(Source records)
--- START ---
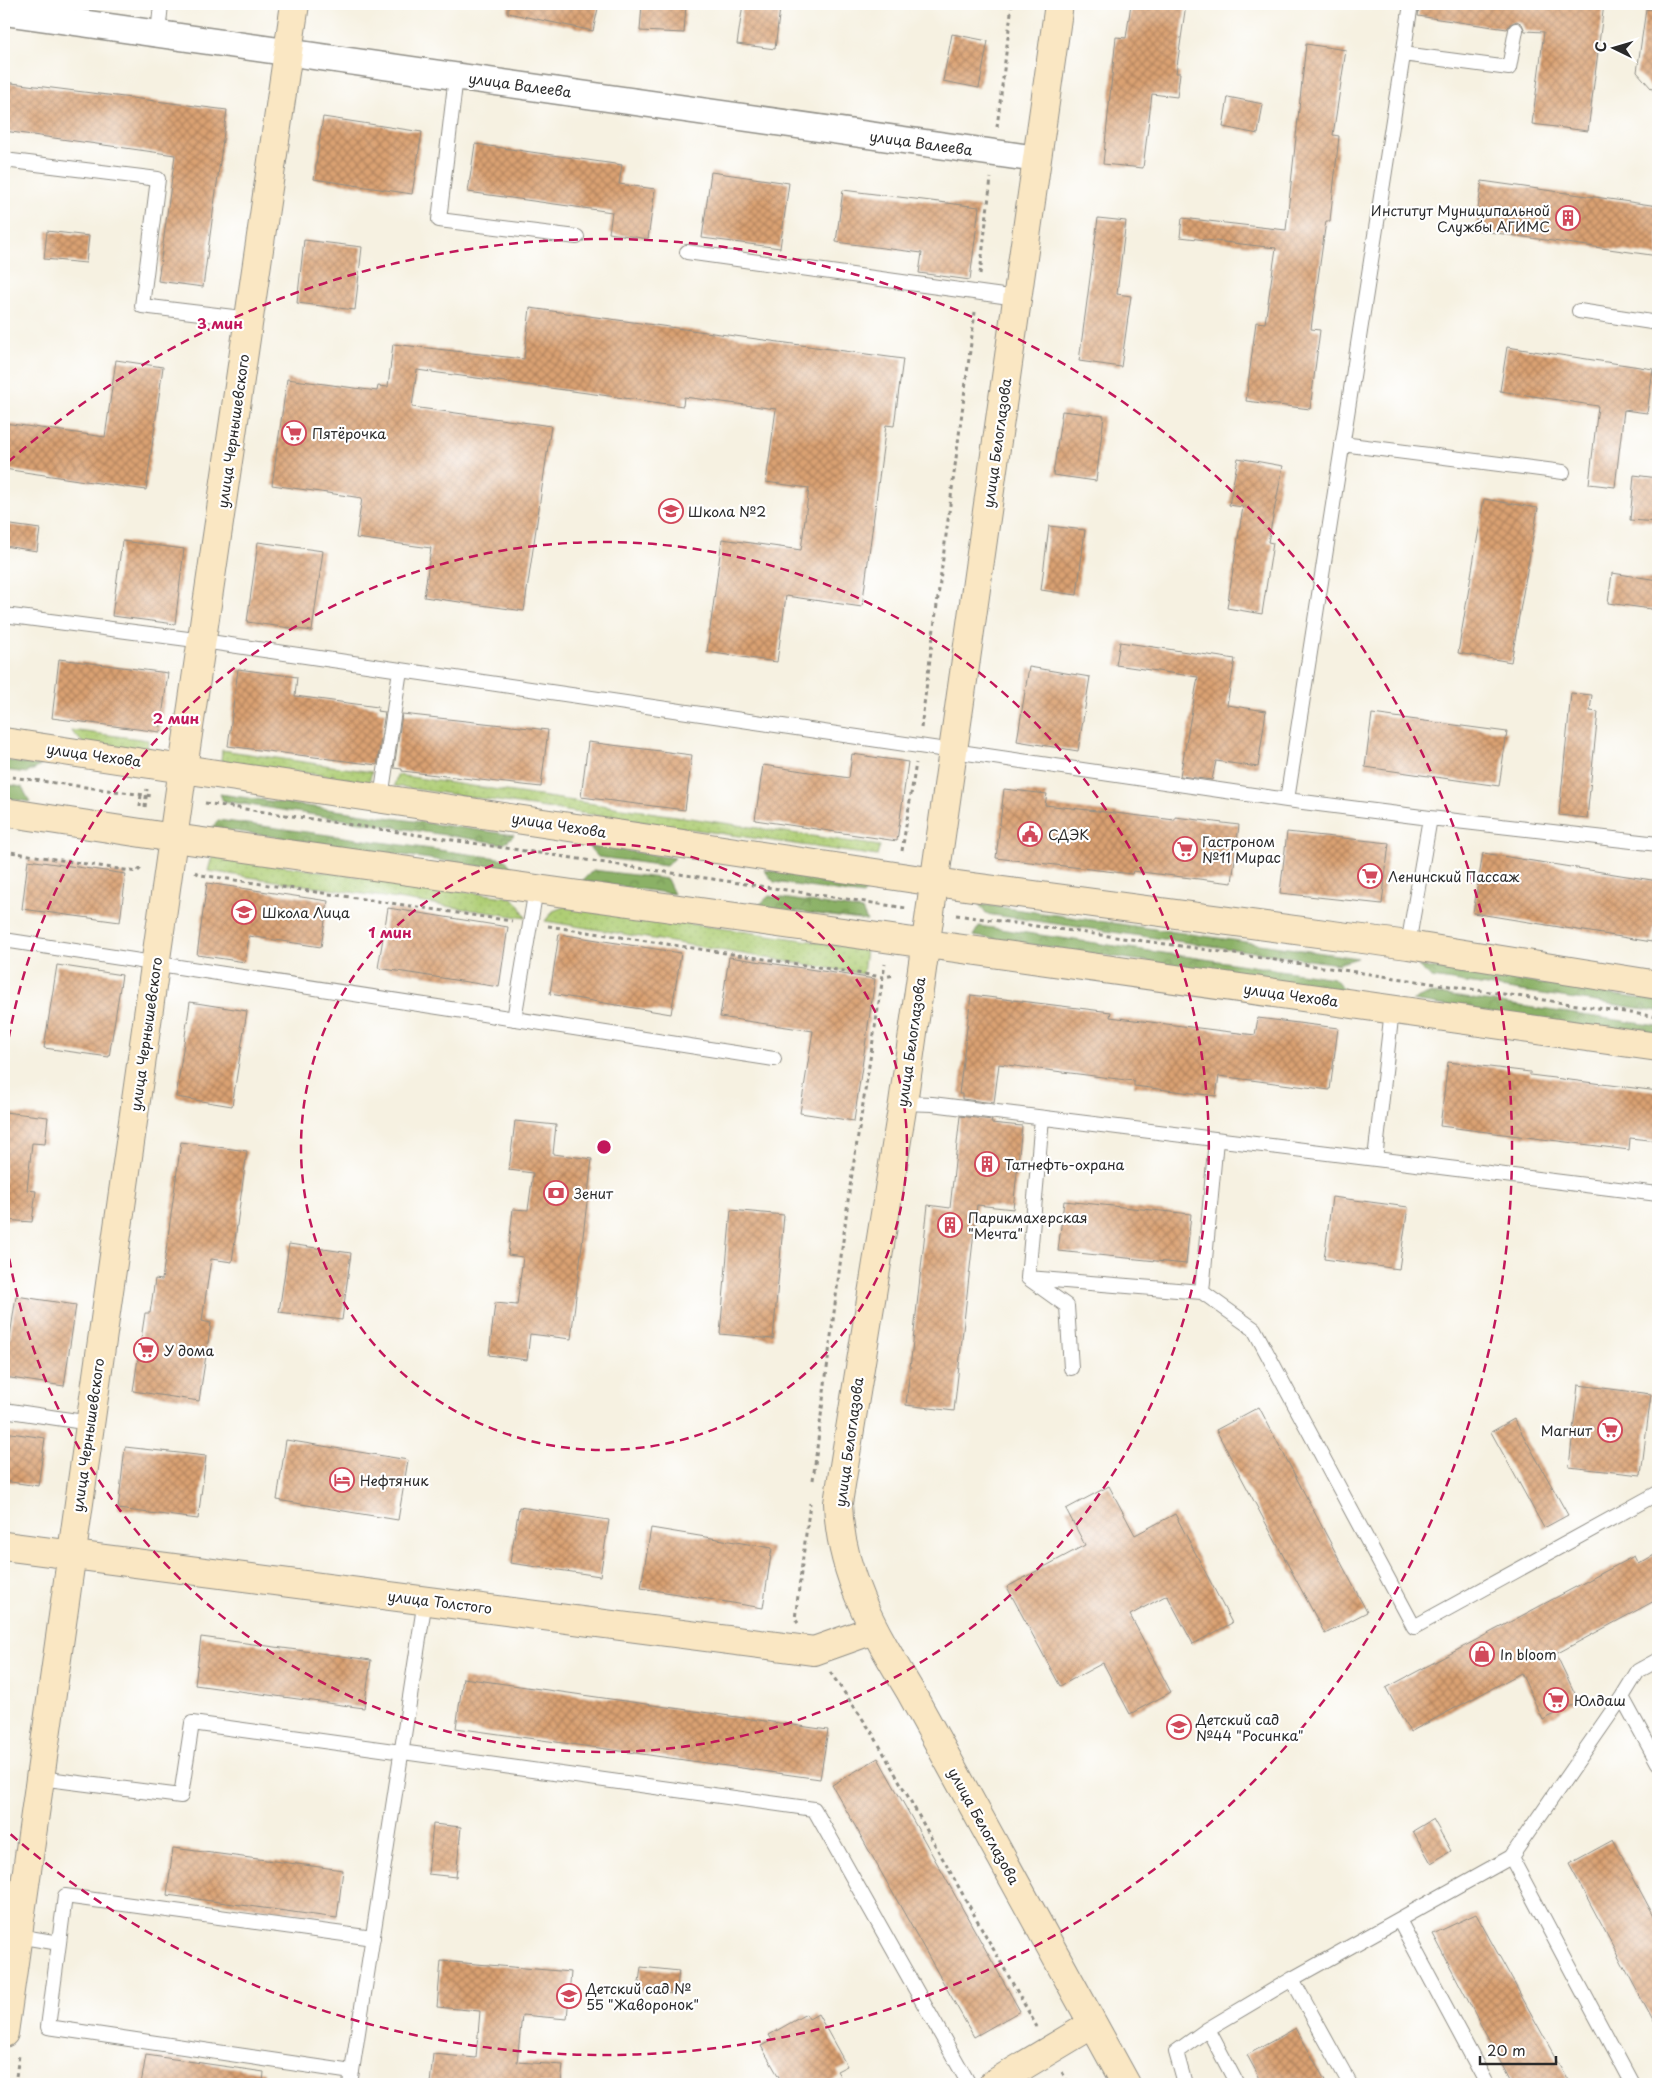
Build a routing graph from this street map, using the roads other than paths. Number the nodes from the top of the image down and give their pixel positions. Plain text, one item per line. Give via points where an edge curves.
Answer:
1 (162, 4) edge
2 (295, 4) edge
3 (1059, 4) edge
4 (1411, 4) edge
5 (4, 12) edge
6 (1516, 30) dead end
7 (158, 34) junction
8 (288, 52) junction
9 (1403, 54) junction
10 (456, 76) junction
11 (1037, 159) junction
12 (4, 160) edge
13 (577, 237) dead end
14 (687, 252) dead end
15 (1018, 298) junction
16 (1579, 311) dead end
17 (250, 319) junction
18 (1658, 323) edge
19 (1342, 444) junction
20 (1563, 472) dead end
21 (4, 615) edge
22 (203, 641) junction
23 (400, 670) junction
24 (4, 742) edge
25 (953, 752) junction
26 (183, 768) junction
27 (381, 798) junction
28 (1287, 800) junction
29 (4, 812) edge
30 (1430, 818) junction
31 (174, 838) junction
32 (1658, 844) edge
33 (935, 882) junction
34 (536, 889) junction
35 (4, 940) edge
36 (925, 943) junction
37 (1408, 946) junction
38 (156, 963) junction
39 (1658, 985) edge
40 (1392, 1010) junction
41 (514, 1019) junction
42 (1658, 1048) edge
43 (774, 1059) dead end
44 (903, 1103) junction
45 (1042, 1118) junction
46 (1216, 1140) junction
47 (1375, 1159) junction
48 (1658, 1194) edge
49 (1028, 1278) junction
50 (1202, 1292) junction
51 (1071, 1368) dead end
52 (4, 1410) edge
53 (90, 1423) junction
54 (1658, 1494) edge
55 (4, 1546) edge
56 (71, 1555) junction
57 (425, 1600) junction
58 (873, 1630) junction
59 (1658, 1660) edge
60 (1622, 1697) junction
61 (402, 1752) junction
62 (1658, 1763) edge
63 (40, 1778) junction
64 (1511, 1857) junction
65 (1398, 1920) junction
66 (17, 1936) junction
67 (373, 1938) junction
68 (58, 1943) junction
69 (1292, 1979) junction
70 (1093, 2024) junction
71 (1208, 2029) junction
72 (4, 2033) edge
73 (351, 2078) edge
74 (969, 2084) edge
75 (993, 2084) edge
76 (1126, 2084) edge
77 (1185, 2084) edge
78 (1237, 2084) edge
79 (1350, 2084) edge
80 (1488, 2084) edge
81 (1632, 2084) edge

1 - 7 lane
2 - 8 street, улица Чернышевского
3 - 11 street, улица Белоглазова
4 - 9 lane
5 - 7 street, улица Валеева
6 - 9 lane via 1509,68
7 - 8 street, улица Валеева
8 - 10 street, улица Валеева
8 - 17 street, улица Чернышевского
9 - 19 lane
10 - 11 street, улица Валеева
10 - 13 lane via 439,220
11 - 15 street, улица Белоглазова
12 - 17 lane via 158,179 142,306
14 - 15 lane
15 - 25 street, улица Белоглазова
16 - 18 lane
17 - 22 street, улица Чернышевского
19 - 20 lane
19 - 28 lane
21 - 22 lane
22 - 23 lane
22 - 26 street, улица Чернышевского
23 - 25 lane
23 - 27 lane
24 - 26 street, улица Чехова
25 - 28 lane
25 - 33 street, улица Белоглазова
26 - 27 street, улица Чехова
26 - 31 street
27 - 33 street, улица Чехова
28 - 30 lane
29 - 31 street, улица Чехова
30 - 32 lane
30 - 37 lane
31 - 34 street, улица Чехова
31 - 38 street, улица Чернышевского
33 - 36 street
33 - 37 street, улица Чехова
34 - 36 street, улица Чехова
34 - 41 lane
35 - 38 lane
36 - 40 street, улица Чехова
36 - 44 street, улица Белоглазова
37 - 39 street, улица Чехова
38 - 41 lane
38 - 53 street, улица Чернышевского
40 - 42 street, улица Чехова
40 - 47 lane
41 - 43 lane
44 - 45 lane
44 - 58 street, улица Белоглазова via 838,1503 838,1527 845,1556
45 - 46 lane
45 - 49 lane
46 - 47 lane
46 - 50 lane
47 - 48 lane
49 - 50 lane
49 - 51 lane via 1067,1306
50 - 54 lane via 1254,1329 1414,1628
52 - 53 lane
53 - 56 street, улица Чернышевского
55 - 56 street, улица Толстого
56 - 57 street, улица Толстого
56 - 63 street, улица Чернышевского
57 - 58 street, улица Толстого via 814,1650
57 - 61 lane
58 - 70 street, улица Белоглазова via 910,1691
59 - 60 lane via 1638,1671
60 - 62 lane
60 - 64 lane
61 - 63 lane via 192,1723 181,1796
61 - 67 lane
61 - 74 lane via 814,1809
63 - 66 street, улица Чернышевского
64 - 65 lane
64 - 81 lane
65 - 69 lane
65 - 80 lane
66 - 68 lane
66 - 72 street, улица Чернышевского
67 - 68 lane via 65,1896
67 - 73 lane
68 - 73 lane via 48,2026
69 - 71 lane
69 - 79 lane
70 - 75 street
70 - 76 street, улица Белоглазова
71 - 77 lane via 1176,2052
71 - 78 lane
--- END ---
WHAT YOU ARE ASKED TO DO:
Your task is to find every line above containing the word "Толстого" and copy it.

COMPLETED EXERCISE:
55 - 56 street, улица Толстого
56 - 57 street, улица Толстого
57 - 58 street, улица Толстого via 814,1650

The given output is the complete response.